TRY IT:
Only lines with the string "middle" are wanted. Pull them out of the data.

───── ENTRIES SUPPLIED

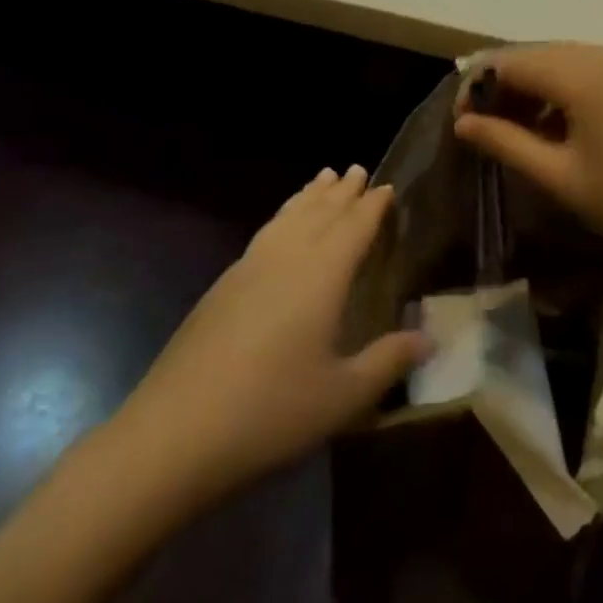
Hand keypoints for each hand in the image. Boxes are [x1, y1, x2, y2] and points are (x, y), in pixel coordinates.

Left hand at [111, 167, 424, 508]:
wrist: (174, 433)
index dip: (373, 206)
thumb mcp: (343, 396)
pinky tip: (280, 229)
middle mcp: (287, 258)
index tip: (388, 186)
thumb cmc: (271, 412)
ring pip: (287, 217)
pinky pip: (265, 233)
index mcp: (321, 274)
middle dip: (341, 191)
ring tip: (322, 178)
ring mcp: (249, 268)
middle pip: (319, 213)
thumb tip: (429, 338)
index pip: (354, 226)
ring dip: (308, 196)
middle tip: (357, 169)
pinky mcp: (222, 287)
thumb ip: (388, 361)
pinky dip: (282, 217)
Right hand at [453, 44, 602, 268]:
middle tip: (485, 129)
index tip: (463, 125)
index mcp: (581, 73)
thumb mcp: (560, 176)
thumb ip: (506, 142)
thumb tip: (463, 124)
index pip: (509, 62)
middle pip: (534, 55)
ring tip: (517, 132)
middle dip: (503, 87)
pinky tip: (556, 126)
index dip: (477, 88)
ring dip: (532, 88)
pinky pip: (586, 69)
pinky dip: (561, 89)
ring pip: (559, 60)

──────────

TASK RESULT:
middle mcp: (287, 258)
middle dip: (341, 191)
middle pip: (319, 213)
middle tip: (357, 169)
middle tip: (485, 129)
middle pip: (534, 55)
middle dip: (503, 87)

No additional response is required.